The identity shift matters as much as the flows. Wood sees Bitcoin behaving more like a risk‑on asset—moving with broader growth assets—after periods when it briefly acted as a hedge. She pointed to episodes such as the European sovereign debt crisis and the 2023 U.S. regional banking turmoil, when BTC occasionally took a defensive bid. Today, she argues, gold has reclaimed the risk‑off mantle, with investors using it as a geopolitical hedge while Bitcoin participates in the “wall of worry” rally. That behavioral split is visible elsewhere: prediction market Myriad—owned by Dastan, parent of Decrypt—currently assigns just a 4% probability that Bitcoin outperforms gold in 2025.

Wood is aligning capital with that thesis. At the end of November, Ark added to positions in Coinbase, stablecoin issuer Circle, and its own Ark 21Shares Bitcoin ETF (ARKB). The message: if ETFs and corporates are the marginal demand, own the rails and the wrapper, not just the coin.

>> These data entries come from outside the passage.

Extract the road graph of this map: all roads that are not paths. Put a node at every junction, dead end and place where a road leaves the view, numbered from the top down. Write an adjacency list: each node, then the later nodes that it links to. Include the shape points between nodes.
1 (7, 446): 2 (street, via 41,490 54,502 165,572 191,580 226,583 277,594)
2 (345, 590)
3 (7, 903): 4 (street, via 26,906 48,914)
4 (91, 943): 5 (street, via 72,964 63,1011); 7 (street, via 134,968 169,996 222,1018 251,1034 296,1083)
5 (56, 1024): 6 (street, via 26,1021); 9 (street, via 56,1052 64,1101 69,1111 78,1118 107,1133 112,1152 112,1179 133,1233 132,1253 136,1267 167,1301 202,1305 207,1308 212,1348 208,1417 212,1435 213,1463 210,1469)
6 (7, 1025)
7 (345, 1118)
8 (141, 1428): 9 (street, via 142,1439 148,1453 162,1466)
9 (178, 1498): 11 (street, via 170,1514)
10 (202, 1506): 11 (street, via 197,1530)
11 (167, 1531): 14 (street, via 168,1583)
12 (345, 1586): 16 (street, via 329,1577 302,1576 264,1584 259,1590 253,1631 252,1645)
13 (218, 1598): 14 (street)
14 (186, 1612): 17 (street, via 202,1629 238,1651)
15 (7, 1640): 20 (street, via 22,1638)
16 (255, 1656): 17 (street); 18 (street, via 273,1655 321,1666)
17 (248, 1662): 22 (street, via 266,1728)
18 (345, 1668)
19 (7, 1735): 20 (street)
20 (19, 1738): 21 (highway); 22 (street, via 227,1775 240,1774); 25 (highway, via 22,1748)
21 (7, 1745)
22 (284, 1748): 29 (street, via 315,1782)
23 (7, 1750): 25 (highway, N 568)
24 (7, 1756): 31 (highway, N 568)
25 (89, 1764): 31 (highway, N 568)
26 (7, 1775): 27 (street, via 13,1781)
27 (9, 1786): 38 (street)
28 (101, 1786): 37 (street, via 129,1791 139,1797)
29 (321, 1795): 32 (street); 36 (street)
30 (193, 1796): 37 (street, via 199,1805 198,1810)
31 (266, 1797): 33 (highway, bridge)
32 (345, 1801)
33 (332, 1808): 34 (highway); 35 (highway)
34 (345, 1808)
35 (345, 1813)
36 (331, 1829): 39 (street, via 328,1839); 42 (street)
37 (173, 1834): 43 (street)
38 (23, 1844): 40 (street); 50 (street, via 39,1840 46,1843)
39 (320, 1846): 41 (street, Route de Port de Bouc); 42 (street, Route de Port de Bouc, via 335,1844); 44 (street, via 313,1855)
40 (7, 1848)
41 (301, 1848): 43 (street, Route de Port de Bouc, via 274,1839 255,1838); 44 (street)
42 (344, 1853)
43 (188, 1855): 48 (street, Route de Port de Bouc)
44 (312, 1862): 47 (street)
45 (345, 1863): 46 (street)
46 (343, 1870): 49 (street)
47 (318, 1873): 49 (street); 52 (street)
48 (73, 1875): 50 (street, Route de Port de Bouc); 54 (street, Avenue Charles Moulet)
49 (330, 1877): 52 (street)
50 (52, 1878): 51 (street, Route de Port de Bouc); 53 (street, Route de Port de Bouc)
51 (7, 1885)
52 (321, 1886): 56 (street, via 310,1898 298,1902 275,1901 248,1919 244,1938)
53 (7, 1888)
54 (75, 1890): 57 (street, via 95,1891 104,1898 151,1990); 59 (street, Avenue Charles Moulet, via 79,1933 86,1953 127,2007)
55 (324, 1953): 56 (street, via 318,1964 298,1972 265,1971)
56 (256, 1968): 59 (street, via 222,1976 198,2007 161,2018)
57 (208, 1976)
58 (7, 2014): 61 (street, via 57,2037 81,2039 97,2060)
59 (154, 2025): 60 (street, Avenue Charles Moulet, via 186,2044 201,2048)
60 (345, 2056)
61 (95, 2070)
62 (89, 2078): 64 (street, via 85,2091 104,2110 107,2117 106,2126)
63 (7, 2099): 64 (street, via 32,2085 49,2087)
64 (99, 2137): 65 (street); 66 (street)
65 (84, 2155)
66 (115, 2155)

Large banks are converging on a similar takeaway for different reasons. Standard Chartered argued this week that ETF buying renders the classic post‑halving script “no longer a relevant” price driver. In previous eras, prices often peaked roughly 18 months after each halving and then faded; analyst Geoffrey Kendrick said that template doesn’t apply in a U.S. ETF world. The bank cut its 2025 Bitcoin target from $200,000 to $100,000 and expects the new‑regime call to be testable in the first half of 2026.

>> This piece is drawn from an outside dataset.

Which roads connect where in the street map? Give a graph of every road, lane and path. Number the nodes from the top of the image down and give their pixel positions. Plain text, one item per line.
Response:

Where does that leave cycle watchers? The halving still tightens supply, but issuance has become a smaller fraction of daily trading relative to ETF creations/redemptions, balance‑sheet accumulators, and basis traders. That can compress drawdowns without eliminating sharp moves. If ETFs are the new heartbeat, monitor net creations, cash‑in/cash‑out friction, and basis dynamics alongside miner selling and hash economics post‑3.125 BTC rewards. Institutions also bring different incentives—portfolio hedging, quarter‑end optics, and liquidity management—that can smooth declines and, at times, cap upside, depending on flow.

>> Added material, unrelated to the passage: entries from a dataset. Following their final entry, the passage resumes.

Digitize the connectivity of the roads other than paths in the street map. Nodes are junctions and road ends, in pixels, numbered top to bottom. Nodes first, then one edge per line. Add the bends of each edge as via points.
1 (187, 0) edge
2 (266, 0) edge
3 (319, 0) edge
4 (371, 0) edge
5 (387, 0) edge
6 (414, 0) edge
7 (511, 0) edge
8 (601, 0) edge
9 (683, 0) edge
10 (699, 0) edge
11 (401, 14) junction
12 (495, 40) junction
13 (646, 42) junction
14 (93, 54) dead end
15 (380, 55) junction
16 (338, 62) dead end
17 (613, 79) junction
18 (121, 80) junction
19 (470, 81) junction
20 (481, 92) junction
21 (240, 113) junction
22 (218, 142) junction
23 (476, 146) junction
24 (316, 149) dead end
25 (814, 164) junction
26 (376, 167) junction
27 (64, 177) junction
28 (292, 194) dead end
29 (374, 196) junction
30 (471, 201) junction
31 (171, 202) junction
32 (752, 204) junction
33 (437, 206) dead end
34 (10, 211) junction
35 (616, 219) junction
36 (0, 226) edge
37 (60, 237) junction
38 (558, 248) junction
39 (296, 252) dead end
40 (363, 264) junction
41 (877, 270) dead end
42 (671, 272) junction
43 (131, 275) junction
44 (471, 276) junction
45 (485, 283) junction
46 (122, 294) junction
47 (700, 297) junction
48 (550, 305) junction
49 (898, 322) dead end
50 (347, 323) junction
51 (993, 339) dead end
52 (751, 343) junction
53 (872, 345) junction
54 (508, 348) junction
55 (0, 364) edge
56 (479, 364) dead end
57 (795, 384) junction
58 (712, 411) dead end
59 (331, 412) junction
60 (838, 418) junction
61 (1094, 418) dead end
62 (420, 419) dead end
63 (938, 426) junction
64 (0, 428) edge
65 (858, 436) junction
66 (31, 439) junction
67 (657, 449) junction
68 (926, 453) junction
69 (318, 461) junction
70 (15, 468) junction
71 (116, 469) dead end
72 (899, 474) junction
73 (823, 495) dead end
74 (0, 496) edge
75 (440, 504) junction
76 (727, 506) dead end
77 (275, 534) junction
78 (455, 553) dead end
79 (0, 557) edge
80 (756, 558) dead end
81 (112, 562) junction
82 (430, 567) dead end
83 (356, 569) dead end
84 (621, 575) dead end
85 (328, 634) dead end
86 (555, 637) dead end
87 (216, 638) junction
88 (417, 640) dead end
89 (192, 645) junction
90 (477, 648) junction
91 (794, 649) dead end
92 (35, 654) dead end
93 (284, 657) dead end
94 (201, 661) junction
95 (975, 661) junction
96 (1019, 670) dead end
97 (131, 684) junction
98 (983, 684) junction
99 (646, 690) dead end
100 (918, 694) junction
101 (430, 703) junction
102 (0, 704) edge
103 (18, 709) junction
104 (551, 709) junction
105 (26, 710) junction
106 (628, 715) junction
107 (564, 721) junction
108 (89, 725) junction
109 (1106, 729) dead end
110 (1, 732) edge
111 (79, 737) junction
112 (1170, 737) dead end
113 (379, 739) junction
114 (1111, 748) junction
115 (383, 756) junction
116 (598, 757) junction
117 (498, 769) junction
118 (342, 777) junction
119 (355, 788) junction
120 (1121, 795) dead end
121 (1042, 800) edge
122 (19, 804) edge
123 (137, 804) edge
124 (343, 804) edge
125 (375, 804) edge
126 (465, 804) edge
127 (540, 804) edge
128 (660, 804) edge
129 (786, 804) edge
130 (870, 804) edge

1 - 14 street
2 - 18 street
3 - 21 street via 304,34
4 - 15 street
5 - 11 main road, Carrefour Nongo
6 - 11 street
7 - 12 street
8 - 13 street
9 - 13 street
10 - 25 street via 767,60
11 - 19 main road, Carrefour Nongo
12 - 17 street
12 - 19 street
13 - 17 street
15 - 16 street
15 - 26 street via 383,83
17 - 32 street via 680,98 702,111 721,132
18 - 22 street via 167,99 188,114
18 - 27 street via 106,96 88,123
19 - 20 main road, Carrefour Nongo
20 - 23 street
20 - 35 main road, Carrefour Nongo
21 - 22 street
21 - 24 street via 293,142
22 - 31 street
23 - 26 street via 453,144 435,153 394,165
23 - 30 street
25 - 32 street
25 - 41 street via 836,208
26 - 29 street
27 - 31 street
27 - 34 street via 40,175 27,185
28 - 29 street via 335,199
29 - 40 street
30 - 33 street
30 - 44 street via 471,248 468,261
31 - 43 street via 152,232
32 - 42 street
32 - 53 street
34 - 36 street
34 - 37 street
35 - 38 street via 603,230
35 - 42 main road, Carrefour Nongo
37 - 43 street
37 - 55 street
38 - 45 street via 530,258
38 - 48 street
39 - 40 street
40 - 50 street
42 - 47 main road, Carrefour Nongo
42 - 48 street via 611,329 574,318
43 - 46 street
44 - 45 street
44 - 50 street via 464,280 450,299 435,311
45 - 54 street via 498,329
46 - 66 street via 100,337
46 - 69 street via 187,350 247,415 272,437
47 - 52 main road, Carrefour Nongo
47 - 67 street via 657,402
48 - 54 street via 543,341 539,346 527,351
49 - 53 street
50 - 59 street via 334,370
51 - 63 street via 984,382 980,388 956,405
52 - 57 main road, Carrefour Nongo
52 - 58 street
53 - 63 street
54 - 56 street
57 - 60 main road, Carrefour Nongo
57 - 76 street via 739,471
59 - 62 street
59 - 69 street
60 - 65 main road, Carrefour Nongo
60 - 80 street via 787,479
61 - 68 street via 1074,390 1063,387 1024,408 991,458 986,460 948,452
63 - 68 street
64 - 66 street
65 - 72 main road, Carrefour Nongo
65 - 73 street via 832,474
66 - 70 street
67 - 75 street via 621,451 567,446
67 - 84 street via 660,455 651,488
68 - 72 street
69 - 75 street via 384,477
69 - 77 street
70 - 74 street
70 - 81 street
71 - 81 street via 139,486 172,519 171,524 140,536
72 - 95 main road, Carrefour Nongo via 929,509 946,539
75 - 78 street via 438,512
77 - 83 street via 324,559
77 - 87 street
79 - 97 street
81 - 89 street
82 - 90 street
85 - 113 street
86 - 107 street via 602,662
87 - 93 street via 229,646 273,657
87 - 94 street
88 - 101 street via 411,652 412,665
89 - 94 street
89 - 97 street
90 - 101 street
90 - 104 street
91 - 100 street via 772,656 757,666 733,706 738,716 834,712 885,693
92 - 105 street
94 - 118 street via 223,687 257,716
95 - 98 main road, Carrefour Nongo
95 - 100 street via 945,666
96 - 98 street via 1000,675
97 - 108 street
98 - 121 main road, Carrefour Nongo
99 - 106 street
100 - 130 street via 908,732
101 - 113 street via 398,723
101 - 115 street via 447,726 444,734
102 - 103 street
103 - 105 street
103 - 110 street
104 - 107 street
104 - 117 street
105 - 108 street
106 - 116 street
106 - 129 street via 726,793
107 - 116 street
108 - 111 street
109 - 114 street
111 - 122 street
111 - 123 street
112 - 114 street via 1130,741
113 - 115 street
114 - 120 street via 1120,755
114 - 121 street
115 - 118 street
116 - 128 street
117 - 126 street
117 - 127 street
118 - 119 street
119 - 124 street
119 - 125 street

There’s a psychological layer, too. As long as gold absorbs fear and Bitcoin is treated as growth beta, allocation discipline tends to build gradually, not in a manic blow‑off. Myriad’s 4% read on BTC beating gold in 2025 reflects that skepticism. If sentiment remains underweight while structural demand persists, rallies can climb on disbelief rather than euphoria.

Disrupted cycle doesn’t mean no cycle; it means the clock is migrating from protocol supply to capital flows. That’s a healthier place for an asset transitioning from ideology to institutions—so long as participants respect that ETFs can stabilize markets until they suddenly don’t.